Only the lines below, from the one with "pinky tip: (568, 893)" through the one with "middle tip: (1199, 848)", are to be written out, exactly.

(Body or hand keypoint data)
•••••

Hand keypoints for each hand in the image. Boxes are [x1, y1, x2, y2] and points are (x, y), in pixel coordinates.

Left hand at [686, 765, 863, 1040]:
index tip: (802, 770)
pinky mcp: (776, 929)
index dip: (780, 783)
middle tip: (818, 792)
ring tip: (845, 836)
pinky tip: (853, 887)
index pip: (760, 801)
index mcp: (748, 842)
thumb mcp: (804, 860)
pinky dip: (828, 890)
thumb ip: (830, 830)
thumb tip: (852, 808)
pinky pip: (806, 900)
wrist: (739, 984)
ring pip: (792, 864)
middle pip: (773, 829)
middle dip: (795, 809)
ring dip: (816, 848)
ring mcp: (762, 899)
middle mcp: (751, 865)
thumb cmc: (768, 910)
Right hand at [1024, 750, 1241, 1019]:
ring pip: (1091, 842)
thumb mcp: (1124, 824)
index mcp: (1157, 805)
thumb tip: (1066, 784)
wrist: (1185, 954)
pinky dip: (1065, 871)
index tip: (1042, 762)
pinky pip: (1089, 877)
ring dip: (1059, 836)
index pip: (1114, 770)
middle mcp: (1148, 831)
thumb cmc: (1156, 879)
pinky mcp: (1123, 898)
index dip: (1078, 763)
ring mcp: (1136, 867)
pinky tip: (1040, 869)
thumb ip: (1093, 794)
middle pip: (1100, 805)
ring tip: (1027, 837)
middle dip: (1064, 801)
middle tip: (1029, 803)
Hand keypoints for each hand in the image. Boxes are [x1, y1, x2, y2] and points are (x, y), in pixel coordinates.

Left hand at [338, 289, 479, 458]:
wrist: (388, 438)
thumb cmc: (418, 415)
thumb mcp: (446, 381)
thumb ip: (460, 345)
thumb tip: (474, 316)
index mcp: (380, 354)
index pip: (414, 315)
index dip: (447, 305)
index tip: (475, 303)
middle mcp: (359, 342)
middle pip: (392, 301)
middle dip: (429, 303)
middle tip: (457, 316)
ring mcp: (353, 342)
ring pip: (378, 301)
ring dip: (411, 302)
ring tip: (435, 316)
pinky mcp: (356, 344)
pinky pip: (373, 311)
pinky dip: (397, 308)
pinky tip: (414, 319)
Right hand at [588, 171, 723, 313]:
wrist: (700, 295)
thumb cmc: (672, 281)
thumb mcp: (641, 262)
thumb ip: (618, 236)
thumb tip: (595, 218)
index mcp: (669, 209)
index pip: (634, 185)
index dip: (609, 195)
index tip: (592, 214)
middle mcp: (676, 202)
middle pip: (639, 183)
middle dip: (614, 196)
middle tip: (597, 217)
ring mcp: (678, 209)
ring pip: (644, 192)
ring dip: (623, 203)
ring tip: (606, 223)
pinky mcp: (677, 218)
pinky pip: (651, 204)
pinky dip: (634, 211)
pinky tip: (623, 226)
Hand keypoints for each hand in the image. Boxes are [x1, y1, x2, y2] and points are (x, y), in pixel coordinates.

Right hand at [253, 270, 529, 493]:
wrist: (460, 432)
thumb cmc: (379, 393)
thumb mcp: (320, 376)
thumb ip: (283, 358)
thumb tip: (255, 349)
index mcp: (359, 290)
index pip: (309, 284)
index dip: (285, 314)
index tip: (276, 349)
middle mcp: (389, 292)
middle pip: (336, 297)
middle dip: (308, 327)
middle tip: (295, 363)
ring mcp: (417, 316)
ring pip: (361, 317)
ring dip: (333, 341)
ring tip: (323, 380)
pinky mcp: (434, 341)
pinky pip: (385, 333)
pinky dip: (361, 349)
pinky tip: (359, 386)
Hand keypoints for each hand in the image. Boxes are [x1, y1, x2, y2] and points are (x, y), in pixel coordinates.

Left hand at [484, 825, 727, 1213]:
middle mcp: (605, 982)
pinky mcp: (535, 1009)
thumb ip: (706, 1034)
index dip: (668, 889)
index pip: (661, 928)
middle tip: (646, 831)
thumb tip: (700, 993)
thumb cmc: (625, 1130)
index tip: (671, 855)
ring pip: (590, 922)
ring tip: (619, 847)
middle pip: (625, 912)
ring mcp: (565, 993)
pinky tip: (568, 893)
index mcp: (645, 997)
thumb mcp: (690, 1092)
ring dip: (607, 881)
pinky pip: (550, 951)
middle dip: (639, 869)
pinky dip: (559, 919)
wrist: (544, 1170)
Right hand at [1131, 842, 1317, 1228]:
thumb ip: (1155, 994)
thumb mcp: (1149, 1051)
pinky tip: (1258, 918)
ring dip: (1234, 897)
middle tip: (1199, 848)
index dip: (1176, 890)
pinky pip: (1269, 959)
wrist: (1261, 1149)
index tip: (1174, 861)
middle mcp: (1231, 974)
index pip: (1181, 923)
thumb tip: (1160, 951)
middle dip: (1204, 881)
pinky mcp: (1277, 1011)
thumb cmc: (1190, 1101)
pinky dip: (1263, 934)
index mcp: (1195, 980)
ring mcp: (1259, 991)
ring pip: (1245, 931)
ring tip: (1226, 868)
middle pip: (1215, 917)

•••••

## Your response
pinky tip: (568, 893)
index mcp: (645, 997)
thumb mcp: (690, 1092)
ring dip: (607, 881)
pinky pip: (550, 951)
middle dip: (639, 869)
pinky dip: (559, 919)
wrist: (544, 1170)
Right hand at [1131, 842, 1317, 1228]:
thumb ip: (1155, 994)
thumb mcp: (1149, 1051)
pinky tip: (1258, 918)
ring dip: (1234, 897)
middle tip: (1199, 848)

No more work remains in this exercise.